What is preventing urban transport alternatives from emerging in India? One key reason – indeed the first reason - that the World Bank report suggests is that these alternative proposals run counter to “the formidable urban rail lobby”, among others.
But are there alternatives? Clearly, we need mass transport systems in our cities – private cars and two-wheelers are already choking the streets, and barely provide 20% of the total travel needs even today. One possible alternative is Bus-Rapid-Transit (BRT). Across the world, there is increasing support for BRTs. Remarkable scaled up solutions have emerged, none better than in Bogota and Curitiba in South America.
A report prepared by Seema Parekh et al for ‘India Urban Space’, a conference on challenges in Urban India, states, “Bogotá today boasts of a world-class Bus Rapid Transit system of dedicated bus lanes called TransMilenio; Latin America's largest network of bicycle ways called “ciclo-rutas” 150 miles long; world's longest pedestrian-only street spanning 10.2 miles, hundreds of miles of sidewalks many through the city's poorest neighbourhoods; and the world's biggest Car-Free Day (“dia sin carro”), during which private vehicles are not allowed to enter the entire city of 135 square miles.”
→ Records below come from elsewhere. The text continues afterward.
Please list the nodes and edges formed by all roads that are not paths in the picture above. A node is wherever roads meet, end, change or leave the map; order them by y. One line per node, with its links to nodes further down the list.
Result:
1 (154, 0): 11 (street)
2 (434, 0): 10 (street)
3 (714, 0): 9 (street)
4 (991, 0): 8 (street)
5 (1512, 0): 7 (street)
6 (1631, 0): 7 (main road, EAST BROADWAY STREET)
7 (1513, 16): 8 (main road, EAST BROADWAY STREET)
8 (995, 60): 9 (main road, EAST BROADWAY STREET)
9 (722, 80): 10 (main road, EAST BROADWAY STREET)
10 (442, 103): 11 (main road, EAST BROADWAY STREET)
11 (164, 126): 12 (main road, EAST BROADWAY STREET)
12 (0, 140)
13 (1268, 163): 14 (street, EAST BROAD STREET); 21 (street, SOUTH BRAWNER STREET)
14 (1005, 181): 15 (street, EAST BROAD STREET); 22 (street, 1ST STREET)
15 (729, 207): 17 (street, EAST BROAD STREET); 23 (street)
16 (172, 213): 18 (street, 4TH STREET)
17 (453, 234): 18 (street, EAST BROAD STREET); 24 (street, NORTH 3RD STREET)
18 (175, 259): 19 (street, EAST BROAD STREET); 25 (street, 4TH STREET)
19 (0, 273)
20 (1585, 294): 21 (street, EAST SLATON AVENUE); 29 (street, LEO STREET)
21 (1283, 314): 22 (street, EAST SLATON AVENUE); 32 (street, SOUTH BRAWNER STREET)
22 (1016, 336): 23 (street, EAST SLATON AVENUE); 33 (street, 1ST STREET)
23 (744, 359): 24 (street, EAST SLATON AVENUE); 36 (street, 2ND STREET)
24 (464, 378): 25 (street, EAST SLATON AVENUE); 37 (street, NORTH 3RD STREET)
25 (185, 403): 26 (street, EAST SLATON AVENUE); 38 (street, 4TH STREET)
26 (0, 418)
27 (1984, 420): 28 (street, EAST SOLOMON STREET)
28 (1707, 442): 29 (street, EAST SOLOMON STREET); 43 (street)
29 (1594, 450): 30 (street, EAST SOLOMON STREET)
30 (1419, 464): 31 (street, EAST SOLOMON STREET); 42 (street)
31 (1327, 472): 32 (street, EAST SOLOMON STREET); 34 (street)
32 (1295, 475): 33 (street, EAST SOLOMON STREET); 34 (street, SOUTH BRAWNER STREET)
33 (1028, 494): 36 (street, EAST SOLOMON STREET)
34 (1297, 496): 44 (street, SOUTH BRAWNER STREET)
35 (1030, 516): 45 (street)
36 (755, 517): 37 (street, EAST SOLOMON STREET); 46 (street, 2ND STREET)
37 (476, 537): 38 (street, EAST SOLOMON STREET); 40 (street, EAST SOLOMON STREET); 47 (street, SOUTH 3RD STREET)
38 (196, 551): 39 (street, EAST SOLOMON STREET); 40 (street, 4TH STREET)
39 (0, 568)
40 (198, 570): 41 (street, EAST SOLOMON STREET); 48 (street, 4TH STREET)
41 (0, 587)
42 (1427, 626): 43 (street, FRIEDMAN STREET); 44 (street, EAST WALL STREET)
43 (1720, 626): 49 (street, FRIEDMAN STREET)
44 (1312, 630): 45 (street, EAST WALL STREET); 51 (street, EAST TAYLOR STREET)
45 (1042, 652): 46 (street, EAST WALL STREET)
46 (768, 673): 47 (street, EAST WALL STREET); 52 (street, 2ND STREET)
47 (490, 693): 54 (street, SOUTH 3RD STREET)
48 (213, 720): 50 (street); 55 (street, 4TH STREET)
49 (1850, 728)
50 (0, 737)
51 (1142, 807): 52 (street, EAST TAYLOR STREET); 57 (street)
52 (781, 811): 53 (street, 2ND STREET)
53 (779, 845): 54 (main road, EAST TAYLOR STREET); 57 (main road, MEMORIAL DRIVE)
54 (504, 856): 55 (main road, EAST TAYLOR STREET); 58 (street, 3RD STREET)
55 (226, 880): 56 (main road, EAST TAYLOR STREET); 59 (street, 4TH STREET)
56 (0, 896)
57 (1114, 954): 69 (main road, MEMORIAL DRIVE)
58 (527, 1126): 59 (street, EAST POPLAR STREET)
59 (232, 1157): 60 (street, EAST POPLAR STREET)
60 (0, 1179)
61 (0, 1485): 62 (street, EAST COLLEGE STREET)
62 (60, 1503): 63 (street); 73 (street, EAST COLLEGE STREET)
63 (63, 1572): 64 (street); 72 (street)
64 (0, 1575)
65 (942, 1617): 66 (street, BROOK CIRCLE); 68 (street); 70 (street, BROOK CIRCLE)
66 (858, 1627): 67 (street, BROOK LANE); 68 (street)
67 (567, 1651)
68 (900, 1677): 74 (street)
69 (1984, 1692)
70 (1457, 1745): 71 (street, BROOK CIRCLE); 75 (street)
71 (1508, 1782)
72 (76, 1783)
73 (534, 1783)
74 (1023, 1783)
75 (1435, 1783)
Importantly, from a financial standpoint, the infrastructure was built at a cost of about US$5.3 million per kilometre (Rs 20 crores, or one-sixth of Delhi Metro). As a result, “TransMilenio requires no operating subsidies and earns substantial profits for its operators.” BRT systems make more financial sense than metros. Ahmedabad seems to think so – it is the first Indian city to go for BRT. Jaipur, Indore and others are also moving in this direction. An alternative is emerging.
Beyond finances, any urban transport system fundamentally defines the destiny of a city for several decades, just by virtue of its overwhelming impact. It is critical therefore that these decisions be integrated into an overall metropolitan plan. Swati Ramanathan of Janaagraha says, “Introducing any rapid transit system without developing a Master Plan with integrated transport as a component is like putting the cart before the horse”
Most public policy decisions are like icebergs – there is more beneath the surface than above it. Urban transport choices are no different. For those who want to improve the quality of the public debate on this issue, the Achilles heel of metro rail systems is their finances. Sorry, Mr Sreedharan, I still think you are great engineer.